Write only the number of lines in the data that contain the word "bends".

Data provided:

===

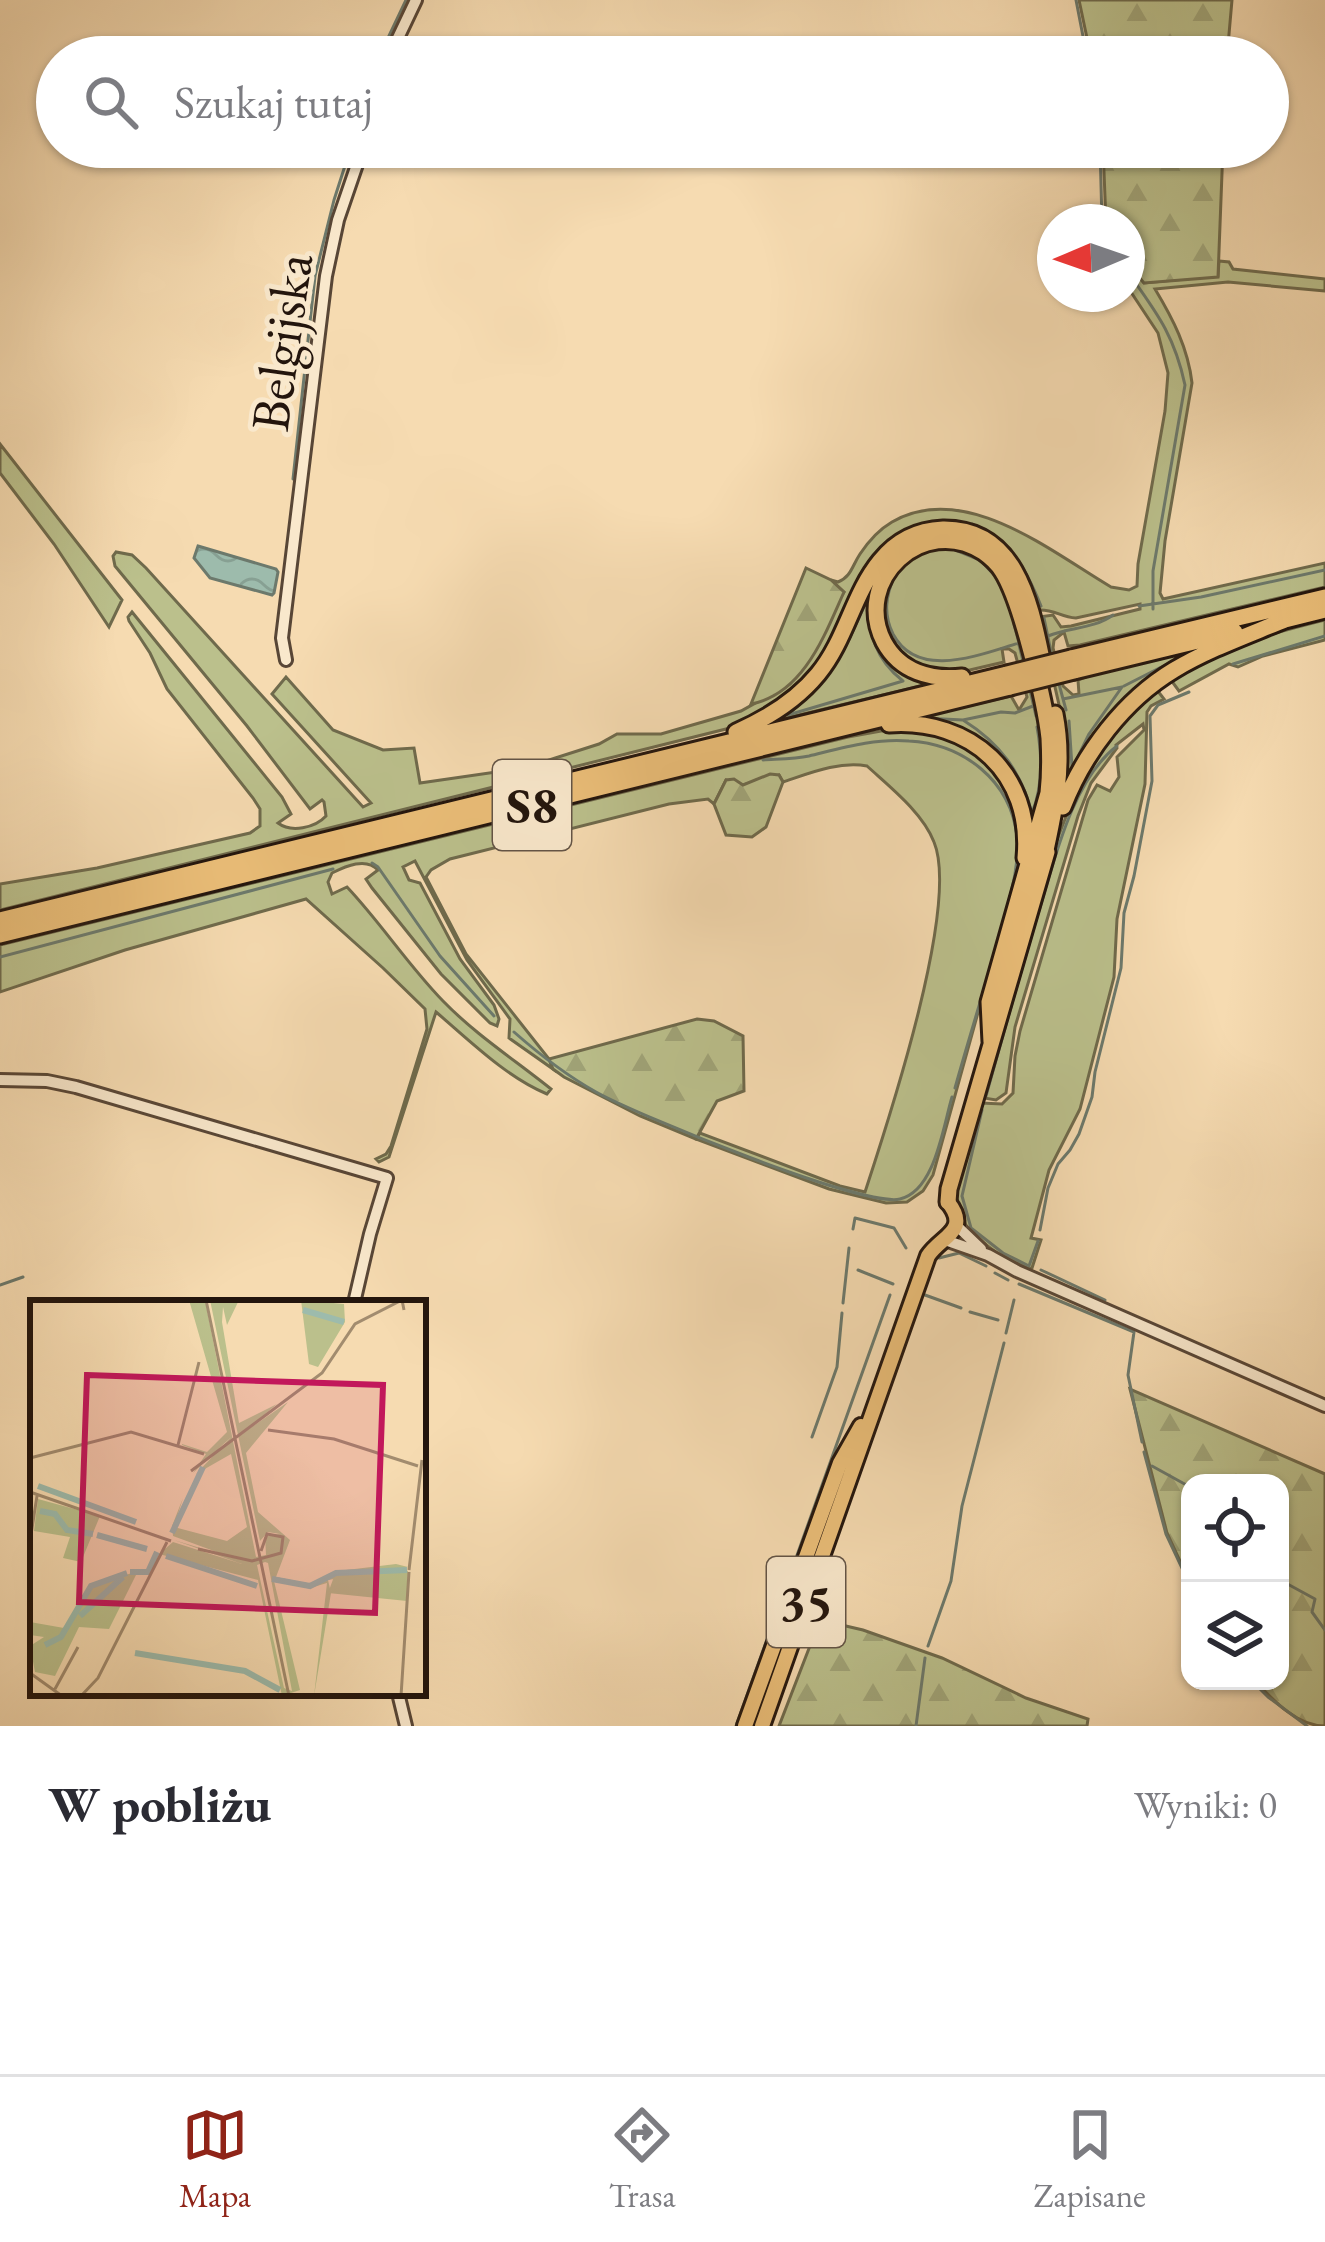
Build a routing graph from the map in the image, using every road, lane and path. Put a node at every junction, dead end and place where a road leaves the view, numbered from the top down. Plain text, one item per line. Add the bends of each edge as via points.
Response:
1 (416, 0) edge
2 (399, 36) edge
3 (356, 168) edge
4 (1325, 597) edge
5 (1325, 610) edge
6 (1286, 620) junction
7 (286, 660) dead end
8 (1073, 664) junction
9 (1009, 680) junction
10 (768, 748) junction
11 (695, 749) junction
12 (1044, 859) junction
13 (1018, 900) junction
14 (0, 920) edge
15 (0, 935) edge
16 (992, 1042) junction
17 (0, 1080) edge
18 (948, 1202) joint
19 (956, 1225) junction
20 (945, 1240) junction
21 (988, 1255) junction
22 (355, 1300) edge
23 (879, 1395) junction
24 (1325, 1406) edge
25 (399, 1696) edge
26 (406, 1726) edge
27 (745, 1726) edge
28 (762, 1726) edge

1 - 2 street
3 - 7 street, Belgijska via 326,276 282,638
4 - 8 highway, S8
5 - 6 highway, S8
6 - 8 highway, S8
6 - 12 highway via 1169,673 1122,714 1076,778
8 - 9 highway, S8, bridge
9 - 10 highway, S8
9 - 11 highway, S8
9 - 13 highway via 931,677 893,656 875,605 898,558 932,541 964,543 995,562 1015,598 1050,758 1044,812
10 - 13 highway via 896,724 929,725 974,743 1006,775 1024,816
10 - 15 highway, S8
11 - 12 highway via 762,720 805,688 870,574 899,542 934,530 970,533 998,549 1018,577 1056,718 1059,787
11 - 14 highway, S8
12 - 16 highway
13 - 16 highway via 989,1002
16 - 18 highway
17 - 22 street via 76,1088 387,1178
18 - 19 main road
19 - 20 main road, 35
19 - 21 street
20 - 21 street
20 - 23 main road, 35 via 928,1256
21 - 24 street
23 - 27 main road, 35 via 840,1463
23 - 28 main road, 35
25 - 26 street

===

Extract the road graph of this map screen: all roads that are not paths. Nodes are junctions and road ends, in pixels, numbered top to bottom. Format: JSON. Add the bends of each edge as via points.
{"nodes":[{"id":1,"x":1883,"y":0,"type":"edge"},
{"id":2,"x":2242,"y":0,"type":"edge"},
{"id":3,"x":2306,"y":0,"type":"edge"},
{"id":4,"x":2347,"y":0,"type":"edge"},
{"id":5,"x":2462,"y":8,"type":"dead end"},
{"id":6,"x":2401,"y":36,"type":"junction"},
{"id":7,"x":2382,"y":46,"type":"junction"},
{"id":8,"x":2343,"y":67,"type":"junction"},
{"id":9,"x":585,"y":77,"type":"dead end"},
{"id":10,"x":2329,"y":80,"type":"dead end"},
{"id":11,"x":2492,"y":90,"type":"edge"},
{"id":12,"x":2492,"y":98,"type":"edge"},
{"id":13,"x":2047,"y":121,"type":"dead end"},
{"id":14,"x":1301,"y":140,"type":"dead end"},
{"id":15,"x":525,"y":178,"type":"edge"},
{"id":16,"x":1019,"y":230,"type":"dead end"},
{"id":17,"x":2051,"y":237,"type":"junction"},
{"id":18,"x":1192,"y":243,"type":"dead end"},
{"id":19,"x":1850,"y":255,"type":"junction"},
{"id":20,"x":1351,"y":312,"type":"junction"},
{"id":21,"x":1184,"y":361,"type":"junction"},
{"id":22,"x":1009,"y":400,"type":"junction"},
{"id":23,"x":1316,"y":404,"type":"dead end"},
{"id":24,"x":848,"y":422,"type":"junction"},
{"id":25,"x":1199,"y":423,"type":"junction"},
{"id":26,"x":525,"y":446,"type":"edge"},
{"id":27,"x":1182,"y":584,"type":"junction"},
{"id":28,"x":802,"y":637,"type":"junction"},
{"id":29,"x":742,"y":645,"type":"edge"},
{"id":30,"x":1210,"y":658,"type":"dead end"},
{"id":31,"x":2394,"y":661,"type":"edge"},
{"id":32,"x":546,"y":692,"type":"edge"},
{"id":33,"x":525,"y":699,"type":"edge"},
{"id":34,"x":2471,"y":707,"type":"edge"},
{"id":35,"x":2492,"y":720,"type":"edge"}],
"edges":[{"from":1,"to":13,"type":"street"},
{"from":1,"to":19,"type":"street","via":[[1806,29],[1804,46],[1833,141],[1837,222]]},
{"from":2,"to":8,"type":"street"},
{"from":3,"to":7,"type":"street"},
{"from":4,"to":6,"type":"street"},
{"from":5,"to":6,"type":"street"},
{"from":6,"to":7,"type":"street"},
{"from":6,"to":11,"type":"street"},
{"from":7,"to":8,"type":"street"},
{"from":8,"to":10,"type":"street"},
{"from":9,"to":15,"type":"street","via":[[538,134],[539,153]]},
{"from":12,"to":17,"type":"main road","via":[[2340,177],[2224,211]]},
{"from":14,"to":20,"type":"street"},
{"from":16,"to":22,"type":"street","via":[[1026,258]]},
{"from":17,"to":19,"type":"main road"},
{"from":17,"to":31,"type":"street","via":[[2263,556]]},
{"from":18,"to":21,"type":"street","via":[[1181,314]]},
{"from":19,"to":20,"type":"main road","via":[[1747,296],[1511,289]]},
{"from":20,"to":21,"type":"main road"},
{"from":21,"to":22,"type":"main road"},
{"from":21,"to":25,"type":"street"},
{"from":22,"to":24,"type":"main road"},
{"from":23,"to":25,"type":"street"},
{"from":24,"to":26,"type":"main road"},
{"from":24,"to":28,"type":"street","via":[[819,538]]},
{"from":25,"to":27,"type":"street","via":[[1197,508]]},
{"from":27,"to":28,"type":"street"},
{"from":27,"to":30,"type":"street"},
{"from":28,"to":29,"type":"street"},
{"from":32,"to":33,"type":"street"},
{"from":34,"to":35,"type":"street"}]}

===

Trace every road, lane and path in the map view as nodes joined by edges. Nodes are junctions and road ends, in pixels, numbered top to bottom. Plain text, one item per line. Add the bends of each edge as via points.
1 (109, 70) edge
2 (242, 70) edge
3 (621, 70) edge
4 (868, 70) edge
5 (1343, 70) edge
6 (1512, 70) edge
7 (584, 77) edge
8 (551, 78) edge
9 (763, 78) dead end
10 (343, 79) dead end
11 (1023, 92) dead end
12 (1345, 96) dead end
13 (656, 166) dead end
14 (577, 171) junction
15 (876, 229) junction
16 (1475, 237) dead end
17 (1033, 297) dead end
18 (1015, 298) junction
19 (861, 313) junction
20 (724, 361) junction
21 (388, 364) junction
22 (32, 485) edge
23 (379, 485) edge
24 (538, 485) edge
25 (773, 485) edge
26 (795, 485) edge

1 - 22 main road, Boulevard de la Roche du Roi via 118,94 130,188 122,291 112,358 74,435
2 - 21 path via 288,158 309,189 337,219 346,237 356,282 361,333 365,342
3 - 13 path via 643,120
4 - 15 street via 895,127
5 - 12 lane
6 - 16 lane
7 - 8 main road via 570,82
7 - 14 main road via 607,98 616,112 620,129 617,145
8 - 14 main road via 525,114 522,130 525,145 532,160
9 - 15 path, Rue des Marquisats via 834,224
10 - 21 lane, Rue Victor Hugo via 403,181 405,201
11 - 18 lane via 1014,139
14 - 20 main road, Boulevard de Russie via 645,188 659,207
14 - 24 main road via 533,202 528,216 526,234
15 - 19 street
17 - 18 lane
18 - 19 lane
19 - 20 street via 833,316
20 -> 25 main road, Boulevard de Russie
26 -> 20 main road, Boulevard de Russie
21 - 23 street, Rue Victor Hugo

===

Response to the task: 3